*** Entries shown ***

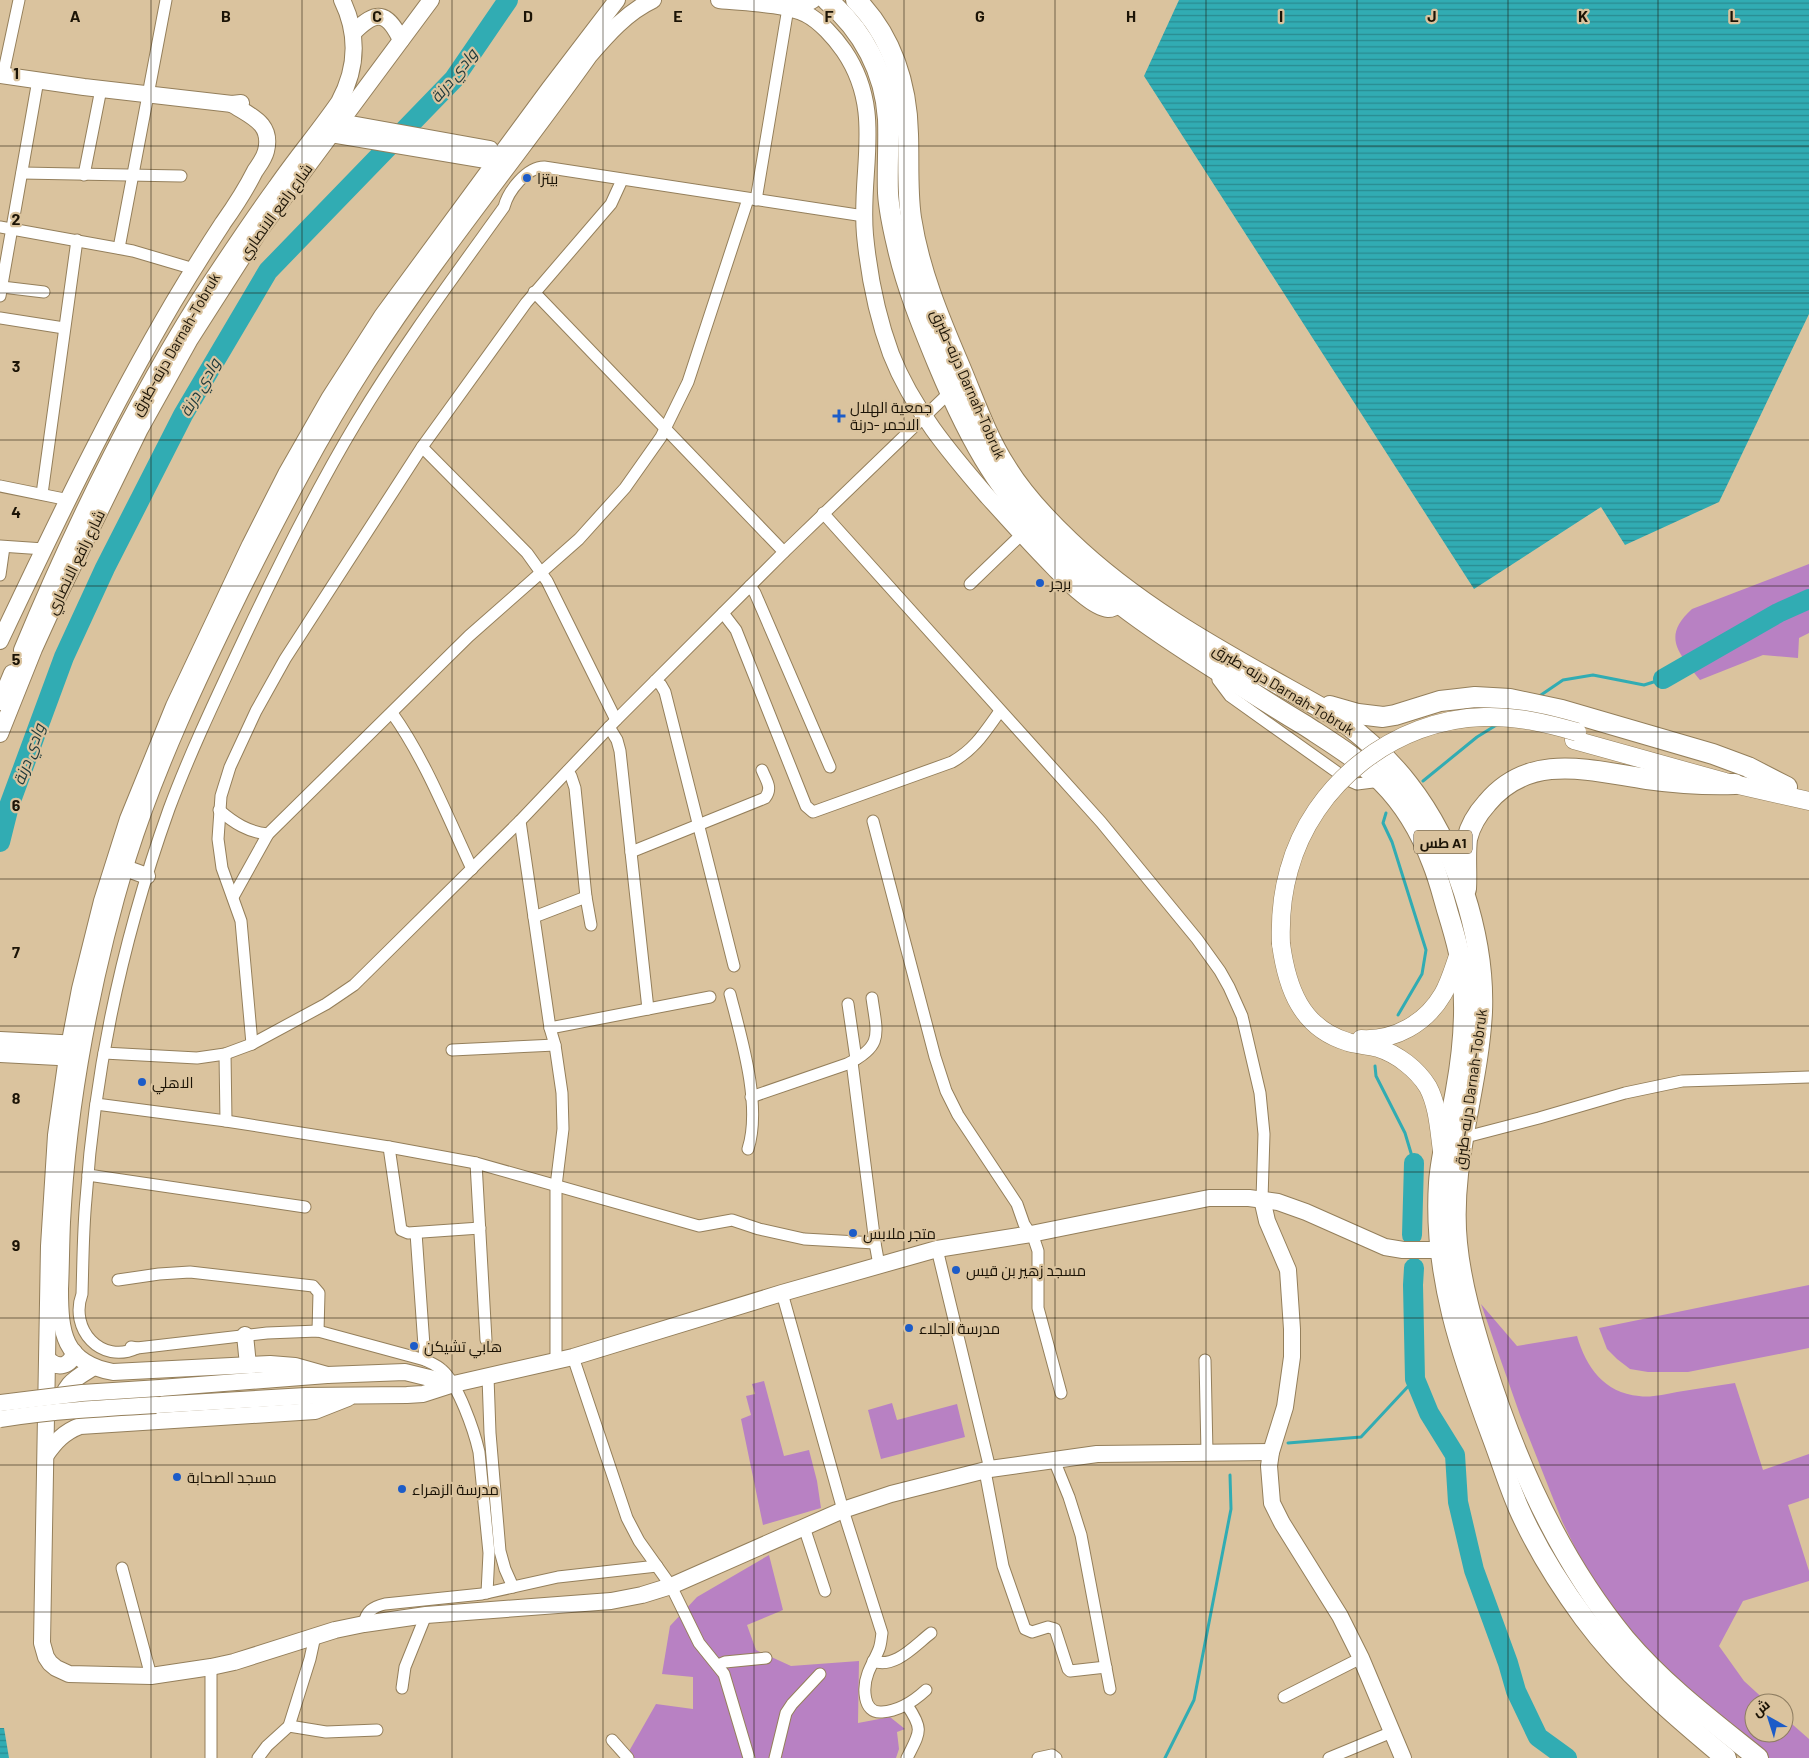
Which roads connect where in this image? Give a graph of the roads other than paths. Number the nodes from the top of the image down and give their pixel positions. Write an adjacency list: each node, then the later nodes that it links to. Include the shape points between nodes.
1 (19, 0): 15 (street)
2 (166, 0): 18 (street)
3 (342, 0): 12 (street, درنه-طبرق Darnah-Tobruk)
4 (431, 0): 13 (street, شارع رافع الانصاري)
5 (617, 0): 20 (street)
6 (653, 0): 20 (street, via 639,7 600,43)
7 (719, 0): 11 (street)
8 (813, 0): 11 (street)
9 (827, 0): 14 (highway, درنه-طبرق Darnah-Tobruk / طس A1, via 863,40)
10 (856, 0): 14 (highway, درنه-طبرق Darnah-Tobruk / طس A1, via 870,16)
11 (788, 8): 26 (street); 27 (street, via 808,15 826,30 856,71 868,117)
12 (354, 32): 13 (street, via 368,19 382,18 392,22); 57 (street, درنه-طبرق Darnah-Tobruk, via 353,69 339,102 248,226 173,343 109,461)
13 (401, 40): 19 (street, شارع رافع الانصاري)
14 (882, 54): 38 (highway, درنه-طبرق Darnah-Tobruk / طس A1, via 881,82 888,117 888,195 898,251 922,326); 60 (highway, درنه-طبرق Darnah-Tobruk / طس A1, via 900,73 906,104 908,195 927,286 984,424 1005,466 1052,524 1117,583 1199,639)
15 (2, 75): 16 (street)
16 (38, 80): 17 (street); 21 (street)
17 (101, 89): 18 (street); 22 (street)
18 (148, 95): 23 (street); 32 (street, via 232,104 256,118 266,137 266,152 249,184)
19 (341, 129): 20 (street); 65 (street, شارع رافع الانصاري, via 234,268 163,384 54,606)
20 (501, 157): 80 (street, via 343,402 278,516 186,706); 100 (street, via 382,316 356,356 305,439 250,545 174,706 134,804 100,910)
21 (22, 174): 22 (street); 29 (street)
22 (84, 174): 23 (street)
23 (133, 176): 24 (street); 31 (street)
24 (181, 176)
25 (622, 180): 26 (street); 35 (street, via 611,204); 82 (street, via 535,168 526,174 507,199 434,304 356,422 310,504 263,598 184,773)
26 (752, 199): 27 (street); 40 (street, via 696,363)
27 (864, 216): 39 (street, via 880,319 892,355)
28 (0, 227): 29 (street)
29 (12, 229): 30 (street); 33 (street)
30 (77, 240): 31 (street); 37 (street)
31 (119, 248): 32 (street)
32 (194, 269): 44 (street, via 139,364)
33 (1, 292): 34 (street)
34 (44, 292)
35 (534, 292): 40 (street); 41 (street)
36 (0, 318): 37 (street)
37 (64, 328): 43 (street)
38 (950, 392): 39 (street); 54 (highway, درنه-طبرق Darnah-Tobruk / طس A1, via 983,458 1004,489 1063,555)
39 (924, 416): 45 (street); 46 (street, via 962,467)
40 (666, 429): 49 (street); 50 (street, via 612,504)
41 (422, 448): 50 (street, via 527,552); 74 (street, via 304,626 270,684 230,768)
42 (0, 486): 43 (street)
43 (42, 494): 44 (street)
44 (69, 500): 48 (street)
45 (823, 513): 49 (street); 62 (street)
46 (1022, 534): 52 (street); 54 (street, via 1087,598 1106,608)
47 (2, 546): 48 (street); 51 (street)
48 (44, 549): 56 (street)
49 (784, 552): 53 (street)
50 (541, 572): 63 (street, via 469,636); 64 (street)
51 (0, 575)
52 (970, 584)
53 (750, 586): 55 (street); 67 (street)
54 (1119, 604): 89 (highway, درنه-طبرق Darnah-Tobruk / طس A1, via 1346,752 1381,781 1415,824 1424,843 1440,883)
55 (723, 613): 59 (street); 62 (street, via 736,630 806,806 813,812 965,755)
56 (12, 616): 57 (street); 58 (street)
57 (34, 622): 61 (street, درنه-طبرق Darnah-Tobruk)
58 (0, 641)
59 (655, 681): 64 (street); 77 (street, via 665,692)
60 (1302, 697): 71 (highway, via 1358,714 1383,717 1440,701 1475,697 1510,699 1562,710 1712,754); 85 (highway, درنه-طبرق Darnah-Tobruk / طس A1, via 1359,733 1407,782 1437,829)
61 (0, 702)
62 (1000, 711): 117 (street, via 1138,866 1197,939 1229,987 1242,1016 1260,1093)
63 (392, 713): 78 (street); 81 (street, via 413,744)
64 (613, 724): 69 (street); 79 (street, via 620,751)
65 (0, 734)
66 (1576, 736): 70 (main road); 71 (main road); 88 (main road, via 1517,726 1465,726 1415,740 1370,766 1330,804 1302,853 1292,888)
67 (830, 767)
68 (762, 770): 77 (street, via 769,788 765,798)
69 (568, 771): 75 (street); 84 (street, via 575,788)
70 (1735, 784): 73 (main road); 85 (highway, via 1703,785 1565,768 1541,770 1518,778 1490,799 1471,828 1467,838)
71 (1787, 787): 72 (main road)
72 (1809, 792)
73 (1809, 801)
74 (219, 810): 78 (street, via 245,829); 83 (street, via 220,854)
75 (520, 821): 81 (street); 86 (street)
76 (873, 821): 121 (street, via 946,1091 970,1134 1017,1204)
77 (698, 825): 79 (street); 90 (street)
78 (268, 834): 83 (street)
79 (631, 852): 95 (street)
80 (125, 868): 82 (street); 100 (street, via 98,976)
81 (472, 869): 98 (street, via 354,985)
82 (147, 876): 102 (street, via 118,984)
83 (233, 897): 98 (street, via 242,921)
84 (586, 897): 86 (street); 87 (street)
85 (1466, 901): 110 (highway, درنه-طبرق Darnah-Tobruk / طس A1, via 1476,934 1482,1012)
86 (534, 918): 96 (street)
87 (591, 925)
88 (1285, 944): 89 (main road, via 1299,991 1312,1011 1335,1030 1364,1039 1390,1037 1426,1015 1444,993); 113 (main road, via 1284,969 1291,991 1312,1021 1339,1039 1389,1052 1411,1067 1424,1082 1436,1113)
89 (1459, 954): 113 (highway, درنه-طبرق Darnah-Tobruk / طس A1, via 1464,990 1462,1043)
90 (734, 966)
91 (730, 994): 107 (street, via 747,1060)
92 (710, 997): 95 (street)
93 (872, 998): 105 (street, via 876,1038 870,1048)
94 (848, 1004): 105 (street)
95 (648, 1009): 96 (street)
96 (550, 1028): 99 (street)
97 (0, 1040): 100 (street)
98 (252, 1044): 104 (street)
99 (555, 1045): 101 (street); 116 (street, via 563,1129)
100 (69, 1050): 103 (street); 131 (street, via 70,1126 61,1242 60,1320 65,1338); 133 (street, via 52,1181)
101 (452, 1050)
102 (104, 1053): 104 (street, via 197,1058); 108 (street)
103 (0, 1054)
104 (225, 1054): 109 (street)
105 (854, 1061): 107 (street); 122 (street)
106 (1809, 1077): 110 (street, via 1682,1081 1624,1093)
107 (751, 1097): 112 (street, via 752,1131)
108 (96, 1104): 109 (street); 115 (street)
109 (226, 1121): 111 (street)
110 (1462, 1138): 192 (highway, درنه-طبرق Darnah-Tobruk / طس A1, via 1455,1211 1461,1273 1491,1383 1547,1519 1587,1589 1627,1641 1684,1698)
111 (389, 1146): 114 (street); 120 (street, via 399,1228 406,1233)
112 (748, 1148)
113 (1442, 1156): 124 (highway, درنه-طبرق Darnah-Tobruk / طس A1)
114 (476, 1163): 116 (street); 119 (street)
115 (88, 1175): 118 (street); 129 (street, via 80,1302 81,1324 90,1341 102,1349 126,1353 136,1348)
116 (556, 1186): 122 (street, via 699,1226 732,1220 804,1239); 136 (street)
117 (1270, 1201): 121 (street, via 1209,1198); 124 (street, via 1306,1212 1385,1247); 147 (street, via 1276,1215 1270,1227 1288,1270 1292,1329 1285,1407)
118 (305, 1207)
119 (480, 1228): 120 (street); 130 (street)
120 (416, 1233): 134 (street)
121 (1031, 1234): 123 (street); 142 (street, via 1038,1251 1038,1308)
122 (875, 1243): 125 (street)
123 (937, 1249): 125 (street); 151 (street)
124 (1440, 1250): 191 (highway, درنه-طبرق Darnah-Tobruk / طس A1, via 1450,1305 1472,1386 1519,1509 1538,1545 1582,1615 1621,1662 1669,1711)
125 (879, 1265): 127 (street)
126 (118, 1280): 128 (street, via 190,1272 313,1286 318,1293)
127 (782, 1293): 132 (street); 152 (street)
128 (318, 1331): 129 (street); 134 (street)
129 (245, 1335): 137 (street)
130 (486, 1340)
131 (74, 1352): 133 (street, via 64,1365); 138 (street)
132 (573, 1358): 136 (street); 154 (street, via 627,1518)
133 (48, 1359): 149 (street)
134 (426, 1360): 141 (street, via 443,1370)
135 (1205, 1360): 148 (street)
136 (556, 1361): 140 (street)
137 (248, 1365): 138 (street, via 113,1372); 139 (street, via 283,1364)
138 (94, 1367): 146 (street, via 73,1380 63,1395 65,1414)
139 (327, 1375): 141 (street, via 404,1372); 144 (street, bridge, via 82,1393)
140 (488, 1377): 141 (street); 157 (street, via 488,1414 500,1551)
141 (454, 1384): 143 (street, via 407,1395); 159 (street, via 479,1452 489,1553)
142 (1061, 1394)
143 (354, 1396): 145 (street, bridge, via 255,1398 82,1409); 146 (street, via 315,1411)
144 (0, 1403)
145 (0, 1419)
146 (80, 1426): 149 (street, via 58,1438)
147 (1271, 1452): 148 (street); 165 (street, via 1272,1503 1326,1591)
148 (1207, 1453): 150 (street, via 1097,1454)
149 (46, 1456): 171 (street, via 42,1643 46,1657 56,1668 69,1674)
150 (1054, 1460): 151 (street); 169 (street, via 1081,1535)
151 (988, 1470): 152 (street, via 891,1494); 169 (street, via 1003,1566 1025,1629 1032,1632 1050,1627 1055,1629 1070,1670)
152 (843, 1510): 153 (street); 166 (street, via 882,1634)
153 (804, 1527): 156 (street); 158 (street)
154 (657, 1566): 156 (street); 157 (street, via 558,1577)
155 (122, 1568): 171 (street)
156 (672, 1586): 160 (street, via 611,1601); 167 (street, via 699,1643)
157 (513, 1587): 159 (street)
158 (825, 1591)
159 (487, 1593): 161 (street, via 375,1606 365,1616)
160 (426, 1615): 161 (street); 172 (street, via 405,1667)
161 (364, 1624): 163 (street)
162 (931, 1634): 166 (street, via 892,1662 880,1664)
163 (315, 1636): 168 (street); 177 (street)
164 (766, 1658): 167 (street)
165 (1361, 1658): 175 (street); 179 (street)
166 (873, 1661): 176 (street, via 865,1684 870,1708 881,1712)
167 (718, 1665): 184 (street, via 726,1678)
168 (211, 1667): 171 (street); 181 (street)
169 (1106, 1667): 173 (street)
170 (820, 1674): 185 (street, via 786,1713)
171 (151, 1676)
172 (402, 1688)
173 (1110, 1689)
174 (926, 1690): 176 (street)
175 (1284, 1697)
176 (907, 1705): 186 (street, via 918,1722 919,1731)
177 (288, 1726): 178 (street, via 326,1732); 182 (street)
178 (378, 1730)
179 (1392, 1732): 189 (street); 190 (street)
180 (612, 1740): 183 (street)
181 (211, 1758)
182 (258, 1758)
183 (628, 1758)
184 (749, 1758)
185 (775, 1758)
186 (907, 1758)
187 (1038, 1758): 188 (street, via 1052,1755)
188 (1056, 1758)
189 (1329, 1758)
190 (1403, 1758)
191 (1726, 1758)
192 (1758, 1758)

*** End of Entries shown ***

• Aim of the exercise:
Run a filter over the data above and keep each line that contains the word "main".

• Task solution:
66 (1576, 736): 70 (main road); 71 (main road); 88 (main road, via 1517,726 1465,726 1415,740 1370,766 1330,804 1302,853 1292,888)
70 (1735, 784): 73 (main road); 85 (highway, via 1703,785 1565,768 1541,770 1518,778 1490,799 1471,828 1467,838)
71 (1787, 787): 72 (main road)
88 (1285, 944): 89 (main road, via 1299,991 1312,1011 1335,1030 1364,1039 1390,1037 1426,1015 1444,993); 113 (main road, via 1284,969 1291,991 1312,1021 1339,1039 1389,1052 1411,1067 1424,1082 1436,1113)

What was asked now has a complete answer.